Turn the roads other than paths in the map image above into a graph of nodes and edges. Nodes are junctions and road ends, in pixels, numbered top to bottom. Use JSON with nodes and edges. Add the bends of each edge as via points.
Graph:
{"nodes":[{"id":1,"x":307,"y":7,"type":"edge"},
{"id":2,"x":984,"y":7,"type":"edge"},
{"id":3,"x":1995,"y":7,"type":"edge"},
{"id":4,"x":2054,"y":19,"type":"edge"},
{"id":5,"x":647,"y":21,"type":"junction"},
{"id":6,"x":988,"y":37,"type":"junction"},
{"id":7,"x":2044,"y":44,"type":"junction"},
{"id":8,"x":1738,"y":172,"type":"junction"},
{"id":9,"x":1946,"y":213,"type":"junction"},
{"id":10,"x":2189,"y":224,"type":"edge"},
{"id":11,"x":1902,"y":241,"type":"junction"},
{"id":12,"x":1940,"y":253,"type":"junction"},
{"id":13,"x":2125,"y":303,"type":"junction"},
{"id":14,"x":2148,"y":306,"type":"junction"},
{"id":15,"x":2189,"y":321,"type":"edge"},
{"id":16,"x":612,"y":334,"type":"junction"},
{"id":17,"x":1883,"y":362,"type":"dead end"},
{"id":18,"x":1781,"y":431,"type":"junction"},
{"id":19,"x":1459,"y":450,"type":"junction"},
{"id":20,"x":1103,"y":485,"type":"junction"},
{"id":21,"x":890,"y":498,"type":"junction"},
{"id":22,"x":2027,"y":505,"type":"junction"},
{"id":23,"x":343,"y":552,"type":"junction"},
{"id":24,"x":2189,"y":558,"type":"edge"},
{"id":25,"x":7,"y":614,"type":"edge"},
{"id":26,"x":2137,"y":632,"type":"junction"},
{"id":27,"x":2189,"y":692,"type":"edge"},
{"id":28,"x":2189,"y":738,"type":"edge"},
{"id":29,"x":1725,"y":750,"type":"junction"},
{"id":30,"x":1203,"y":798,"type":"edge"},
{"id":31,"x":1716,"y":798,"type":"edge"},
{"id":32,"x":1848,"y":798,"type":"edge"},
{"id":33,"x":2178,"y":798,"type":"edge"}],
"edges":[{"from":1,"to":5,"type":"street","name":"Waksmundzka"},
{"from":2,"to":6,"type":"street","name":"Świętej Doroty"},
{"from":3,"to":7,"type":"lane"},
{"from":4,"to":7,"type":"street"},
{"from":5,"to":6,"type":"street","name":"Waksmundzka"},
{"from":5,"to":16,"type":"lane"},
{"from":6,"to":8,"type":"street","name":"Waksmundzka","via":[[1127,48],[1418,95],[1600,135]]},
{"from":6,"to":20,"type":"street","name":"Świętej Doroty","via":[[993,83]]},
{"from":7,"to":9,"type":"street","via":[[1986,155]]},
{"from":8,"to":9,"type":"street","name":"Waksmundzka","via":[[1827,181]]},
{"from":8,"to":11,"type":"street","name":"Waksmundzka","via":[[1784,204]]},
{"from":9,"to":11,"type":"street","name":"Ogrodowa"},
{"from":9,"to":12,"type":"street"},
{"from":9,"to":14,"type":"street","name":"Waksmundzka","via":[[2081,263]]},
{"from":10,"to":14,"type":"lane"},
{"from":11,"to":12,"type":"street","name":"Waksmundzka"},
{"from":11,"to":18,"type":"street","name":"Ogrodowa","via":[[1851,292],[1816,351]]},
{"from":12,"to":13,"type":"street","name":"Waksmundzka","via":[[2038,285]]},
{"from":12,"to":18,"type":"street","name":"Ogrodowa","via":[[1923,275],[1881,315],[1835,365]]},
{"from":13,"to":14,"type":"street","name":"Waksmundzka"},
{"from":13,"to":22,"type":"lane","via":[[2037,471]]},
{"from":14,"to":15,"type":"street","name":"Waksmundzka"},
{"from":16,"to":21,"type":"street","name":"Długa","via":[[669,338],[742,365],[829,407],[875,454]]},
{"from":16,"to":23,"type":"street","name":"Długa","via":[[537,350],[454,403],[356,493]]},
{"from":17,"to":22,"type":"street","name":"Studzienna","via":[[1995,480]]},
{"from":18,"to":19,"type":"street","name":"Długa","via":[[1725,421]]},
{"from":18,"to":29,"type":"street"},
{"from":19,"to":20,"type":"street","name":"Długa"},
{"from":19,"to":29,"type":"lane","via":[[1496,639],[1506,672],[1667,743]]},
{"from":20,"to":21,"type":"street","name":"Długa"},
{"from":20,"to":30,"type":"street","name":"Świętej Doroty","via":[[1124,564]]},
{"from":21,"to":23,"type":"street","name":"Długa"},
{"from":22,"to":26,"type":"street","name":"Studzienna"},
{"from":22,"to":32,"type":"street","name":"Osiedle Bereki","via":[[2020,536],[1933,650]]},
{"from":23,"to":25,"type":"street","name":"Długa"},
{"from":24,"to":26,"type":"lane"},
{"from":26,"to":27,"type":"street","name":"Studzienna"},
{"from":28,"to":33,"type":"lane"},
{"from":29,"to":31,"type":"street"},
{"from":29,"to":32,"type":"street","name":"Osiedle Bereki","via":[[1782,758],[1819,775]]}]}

§ What needs to be done: Lines containing the word "nodes" must be found in the data above and copied.

§ Answer to the problem:
Turn the roads other than paths in the map image above into a graph of nodes and edges. Nodes are junctions and road ends, in pixels, numbered top to bottom. Use JSON with nodes and edges. Add the bends of each edge as via points.
{"nodes":[{"id":1,"x":307,"y":7,"type":"edge"},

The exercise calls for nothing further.